Евдокия, рассвирепев, с такой силой ударила кулаком об стол, что разливная ложка соскочила с кастрюли, упала в тарелку Коротеева и обдала его горячим супом.
Коротеев вскочил на ноги и неистово закричал:
— Держите меня — иначе я буду государственным преступником!
— Ты что, с ума сошел? — напала на него жена.
— Это мой-то дом — курятник? У кого курятник? — всё больше распаляется Евдокия. — Это у меня курятник? Вы слышите? Слышишь, Любаша? — и она врывается в комнату Любаши.
Любаша, прижавшись к стене, дрожит как осиновый лист. Каждое слово — ей как нож в сердце; неужели Ваня для неё потерян навсегда?
— Слыхала? — Евдокия никак не может успокоиться. — Объясни мне, пожалуйста, почему твой отец не хочет купить мой дом?
— Не знаю, тётя Евдокия, — с отчаянием шепчет Любаша. — Но вам действительно не надо уезжать. Может быть, Ваня и вернётся?
— А куда же ему возвращаться? — кричит Евдокия. — Зачем ему возвращаться?
И вдруг, неожиданно возвращаясь к Коротееву, кричит:
— Никаких разговоров!

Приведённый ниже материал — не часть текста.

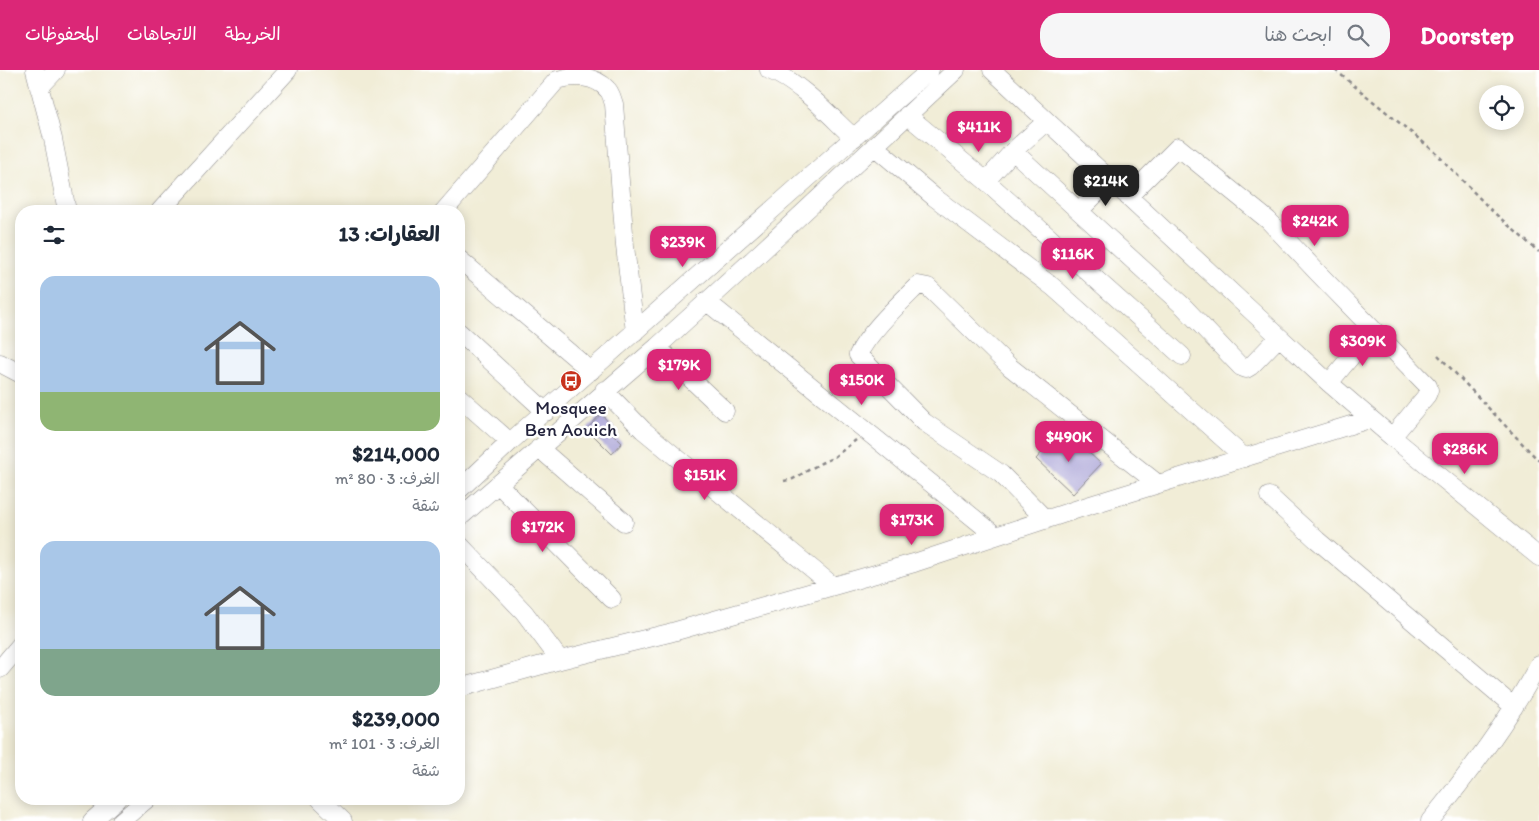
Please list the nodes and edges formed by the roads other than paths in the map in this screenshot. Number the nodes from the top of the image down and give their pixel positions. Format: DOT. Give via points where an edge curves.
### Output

Покупайте дом, иначе я всю деревню соберу…
Коротеев, так и не пообедав, нахлобучивает на голову фуражку и убегает из дому.
Евдокия, увидев убегающего председателя, беспомощно разводит руками, опускается на стул и, обращаясь к Елизавете Никитичне, шепчет:
— А вы думаете, мне хочется уезжать? — И, покачав головой, отвечает самой себе: — Ей-богу, никуда не хочется ехать…
К ней подходит Любаша, кладёт руку на плечо и говорит:
— Успокойтесь, тётя Евдокия. Может, правда, не к чему дом продавать? Может, Ваня и вернётся? А?
Утро. Только взошло солнце.
Вдоль широкой улицы, на окраине посёлка «Молодёжный», по обе стороны ровными рядами стоят строящиеся одноэтажные дома.
Здесь работает вся бригада Ивана Бровкина. Тут Бухаров с Верочкой, Абаев, Юрис и другие.
Бухаров вместе с Верочкой настилают кровлю на крышу только что выстроенного дома.
Юрис в своем доме навешивает оконную раму.
Абаев красит крышу в ярко-зелёный цвет. Вдруг он замечает проходящую мимо в белом халате Ирину.
— Здравствуйте, Ирина Николаевна, — кричит он, опираясь на кисть.